▸ DESCRIPTION OF THE TASK
Below are some records; write them all out again exactly.

▸ SOURCE RECORDS
+ + + + +

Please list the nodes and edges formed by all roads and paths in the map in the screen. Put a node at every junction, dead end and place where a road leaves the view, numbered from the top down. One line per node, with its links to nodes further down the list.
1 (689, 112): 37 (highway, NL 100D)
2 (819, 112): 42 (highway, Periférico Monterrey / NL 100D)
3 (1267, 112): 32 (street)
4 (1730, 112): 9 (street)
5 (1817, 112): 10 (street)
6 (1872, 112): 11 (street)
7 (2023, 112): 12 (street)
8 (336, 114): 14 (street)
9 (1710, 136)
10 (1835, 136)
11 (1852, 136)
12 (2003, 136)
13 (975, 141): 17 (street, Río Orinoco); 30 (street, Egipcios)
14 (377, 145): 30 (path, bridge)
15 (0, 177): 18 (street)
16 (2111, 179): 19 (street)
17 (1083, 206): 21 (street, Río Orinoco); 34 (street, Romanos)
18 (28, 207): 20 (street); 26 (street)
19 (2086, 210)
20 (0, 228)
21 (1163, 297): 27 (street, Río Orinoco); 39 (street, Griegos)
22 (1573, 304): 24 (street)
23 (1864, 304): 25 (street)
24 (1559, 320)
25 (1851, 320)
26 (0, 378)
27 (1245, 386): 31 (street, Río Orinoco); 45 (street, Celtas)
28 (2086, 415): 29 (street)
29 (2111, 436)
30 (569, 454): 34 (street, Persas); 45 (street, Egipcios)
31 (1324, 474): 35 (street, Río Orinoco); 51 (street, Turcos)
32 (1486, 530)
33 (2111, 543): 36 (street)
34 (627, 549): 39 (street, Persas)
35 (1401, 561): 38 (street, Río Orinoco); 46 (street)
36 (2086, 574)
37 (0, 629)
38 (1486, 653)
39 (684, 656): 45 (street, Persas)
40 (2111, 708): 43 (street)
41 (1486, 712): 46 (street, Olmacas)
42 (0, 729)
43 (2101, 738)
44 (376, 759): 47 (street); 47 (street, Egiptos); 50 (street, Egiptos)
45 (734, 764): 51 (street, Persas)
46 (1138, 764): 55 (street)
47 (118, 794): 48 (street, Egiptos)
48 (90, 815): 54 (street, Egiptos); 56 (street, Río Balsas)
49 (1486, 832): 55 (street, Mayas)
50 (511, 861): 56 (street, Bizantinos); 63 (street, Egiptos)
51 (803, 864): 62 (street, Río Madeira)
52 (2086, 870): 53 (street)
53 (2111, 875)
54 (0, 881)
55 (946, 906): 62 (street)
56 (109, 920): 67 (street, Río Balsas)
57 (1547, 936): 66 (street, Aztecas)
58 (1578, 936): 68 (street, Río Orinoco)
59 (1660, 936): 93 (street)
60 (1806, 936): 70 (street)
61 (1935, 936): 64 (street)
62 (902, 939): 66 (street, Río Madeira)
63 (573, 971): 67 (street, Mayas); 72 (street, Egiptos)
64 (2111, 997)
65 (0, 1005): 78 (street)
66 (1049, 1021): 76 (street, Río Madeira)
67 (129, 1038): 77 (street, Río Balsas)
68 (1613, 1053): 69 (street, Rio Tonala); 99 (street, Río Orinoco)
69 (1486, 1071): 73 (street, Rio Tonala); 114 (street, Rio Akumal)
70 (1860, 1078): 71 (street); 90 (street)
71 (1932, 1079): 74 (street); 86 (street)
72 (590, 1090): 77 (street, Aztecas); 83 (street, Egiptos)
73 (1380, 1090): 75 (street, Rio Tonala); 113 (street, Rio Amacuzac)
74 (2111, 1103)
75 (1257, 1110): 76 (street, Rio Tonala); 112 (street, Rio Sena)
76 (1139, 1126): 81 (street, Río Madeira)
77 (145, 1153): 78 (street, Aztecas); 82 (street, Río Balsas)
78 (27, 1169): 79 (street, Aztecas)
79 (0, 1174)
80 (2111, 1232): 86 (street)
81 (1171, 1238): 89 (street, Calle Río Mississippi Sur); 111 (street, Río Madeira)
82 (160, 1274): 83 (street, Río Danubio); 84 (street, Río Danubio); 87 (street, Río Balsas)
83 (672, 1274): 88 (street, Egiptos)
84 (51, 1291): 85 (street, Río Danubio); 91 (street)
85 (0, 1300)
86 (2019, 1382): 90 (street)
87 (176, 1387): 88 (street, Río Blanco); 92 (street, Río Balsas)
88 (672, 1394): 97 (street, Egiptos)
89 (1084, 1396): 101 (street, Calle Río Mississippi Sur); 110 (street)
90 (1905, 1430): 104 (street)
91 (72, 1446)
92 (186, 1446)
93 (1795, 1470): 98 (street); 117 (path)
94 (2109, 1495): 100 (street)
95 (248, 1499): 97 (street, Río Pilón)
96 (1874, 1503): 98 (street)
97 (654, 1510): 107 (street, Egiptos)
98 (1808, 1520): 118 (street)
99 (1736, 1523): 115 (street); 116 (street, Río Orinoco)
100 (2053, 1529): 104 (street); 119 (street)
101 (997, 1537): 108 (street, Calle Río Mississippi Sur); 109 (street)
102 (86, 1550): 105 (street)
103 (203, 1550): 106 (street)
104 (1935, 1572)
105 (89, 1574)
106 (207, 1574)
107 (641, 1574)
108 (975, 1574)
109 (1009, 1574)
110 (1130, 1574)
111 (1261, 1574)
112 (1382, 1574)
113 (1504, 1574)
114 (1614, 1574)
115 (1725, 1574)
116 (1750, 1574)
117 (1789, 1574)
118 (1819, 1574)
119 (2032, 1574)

+ + + + +

▸ TASK ANSWER
Please list the nodes and edges formed by all roads and paths in the map in the screen. Put a node at every junction, dead end and place where a road leaves the view, numbered from the top down. One line per node, with its links to nodes further down the list.
1 (689, 112): 37 (highway, NL 100D)
2 (819, 112): 42 (highway, Periférico Monterrey / NL 100D)
3 (1267, 112): 32 (street)
4 (1730, 112): 9 (street)
5 (1817, 112): 10 (street)
6 (1872, 112): 11 (street)
7 (2023, 112): 12 (street)
8 (336, 114): 14 (street)
9 (1710, 136)
10 (1835, 136)
11 (1852, 136)
12 (2003, 136)
13 (975, 141): 17 (street, Río Orinoco); 30 (street, Egipcios)
14 (377, 145): 30 (path, bridge)
15 (0, 177): 18 (street)
16 (2111, 179): 19 (street)
17 (1083, 206): 21 (street, Río Orinoco); 34 (street, Romanos)
18 (28, 207): 20 (street); 26 (street)
19 (2086, 210)
20 (0, 228)
21 (1163, 297): 27 (street, Río Orinoco); 39 (street, Griegos)
22 (1573, 304): 24 (street)
23 (1864, 304): 25 (street)
24 (1559, 320)
25 (1851, 320)
26 (0, 378)
27 (1245, 386): 31 (street, Río Orinoco); 45 (street, Celtas)
28 (2086, 415): 29 (street)
29 (2111, 436)
30 (569, 454): 34 (street, Persas); 45 (street, Egipcios)
31 (1324, 474): 35 (street, Río Orinoco); 51 (street, Turcos)
32 (1486, 530)
33 (2111, 543): 36 (street)
34 (627, 549): 39 (street, Persas)
35 (1401, 561): 38 (street, Río Orinoco); 46 (street)
36 (2086, 574)
37 (0, 629)
38 (1486, 653)
39 (684, 656): 45 (street, Persas)
40 (2111, 708): 43 (street)
41 (1486, 712): 46 (street, Olmacas)
42 (0, 729)
43 (2101, 738)
44 (376, 759): 47 (street); 47 (street, Egiptos); 50 (street, Egiptos)
45 (734, 764): 51 (street, Persas)
46 (1138, 764): 55 (street)
47 (118, 794): 48 (street, Egiptos)
48 (90, 815): 54 (street, Egiptos); 56 (street, Río Balsas)
49 (1486, 832): 55 (street, Mayas)
50 (511, 861): 56 (street, Bizantinos); 63 (street, Egiptos)
51 (803, 864): 62 (street, Río Madeira)
52 (2086, 870): 53 (street)
53 (2111, 875)
54 (0, 881)
55 (946, 906): 62 (street)
56 (109, 920): 67 (street, Río Balsas)
57 (1547, 936): 66 (street, Aztecas)
58 (1578, 936): 68 (street, Río Orinoco)
59 (1660, 936): 93 (street)
60 (1806, 936): 70 (street)
61 (1935, 936): 64 (street)
62 (902, 939): 66 (street, Río Madeira)
63 (573, 971): 67 (street, Mayas); 72 (street, Egiptos)
64 (2111, 997)
65 (0, 1005): 78 (street)
66 (1049, 1021): 76 (street, Río Madeira)
67 (129, 1038): 77 (street, Río Balsas)
68 (1613, 1053): 69 (street, Rio Tonala); 99 (street, Río Orinoco)
69 (1486, 1071): 73 (street, Rio Tonala); 114 (street, Rio Akumal)
70 (1860, 1078): 71 (street); 90 (street)
71 (1932, 1079): 74 (street); 86 (street)
72 (590, 1090): 77 (street, Aztecas); 83 (street, Egiptos)
73 (1380, 1090): 75 (street, Rio Tonala); 113 (street, Rio Amacuzac)
74 (2111, 1103)
75 (1257, 1110): 76 (street, Rio Tonala); 112 (street, Rio Sena)
76 (1139, 1126): 81 (street, Río Madeira)
77 (145, 1153): 78 (street, Aztecas); 82 (street, Río Balsas)
78 (27, 1169): 79 (street, Aztecas)
79 (0, 1174)
80 (2111, 1232): 86 (street)
81 (1171, 1238): 89 (street, Calle Río Mississippi Sur); 111 (street, Río Madeira)
82 (160, 1274): 83 (street, Río Danubio); 84 (street, Río Danubio); 87 (street, Río Balsas)
83 (672, 1274): 88 (street, Egiptos)
84 (51, 1291): 85 (street, Río Danubio); 91 (street)
85 (0, 1300)
86 (2019, 1382): 90 (street)
87 (176, 1387): 88 (street, Río Blanco); 92 (street, Río Balsas)
88 (672, 1394): 97 (street, Egiptos)
89 (1084, 1396): 101 (street, Calle Río Mississippi Sur); 110 (street)
90 (1905, 1430): 104 (street)
91 (72, 1446)
92 (186, 1446)
93 (1795, 1470): 98 (street); 117 (path)
94 (2109, 1495): 100 (street)
95 (248, 1499): 97 (street, Río Pilón)
96 (1874, 1503): 98 (street)
97 (654, 1510): 107 (street, Egiptos)
98 (1808, 1520): 118 (street)
99 (1736, 1523): 115 (street); 116 (street, Río Orinoco)
100 (2053, 1529): 104 (street); 119 (street)
101 (997, 1537): 108 (street, Calle Río Mississippi Sur); 109 (street)
102 (86, 1550): 105 (street)
103 (203, 1550): 106 (street)
104 (1935, 1572)
105 (89, 1574)
106 (207, 1574)
107 (641, 1574)
108 (975, 1574)
109 (1009, 1574)
110 (1130, 1574)
111 (1261, 1574)
112 (1382, 1574)
113 (1504, 1574)
114 (1614, 1574)
115 (1725, 1574)
116 (1750, 1574)
117 (1789, 1574)
118 (1819, 1574)
119 (2032, 1574)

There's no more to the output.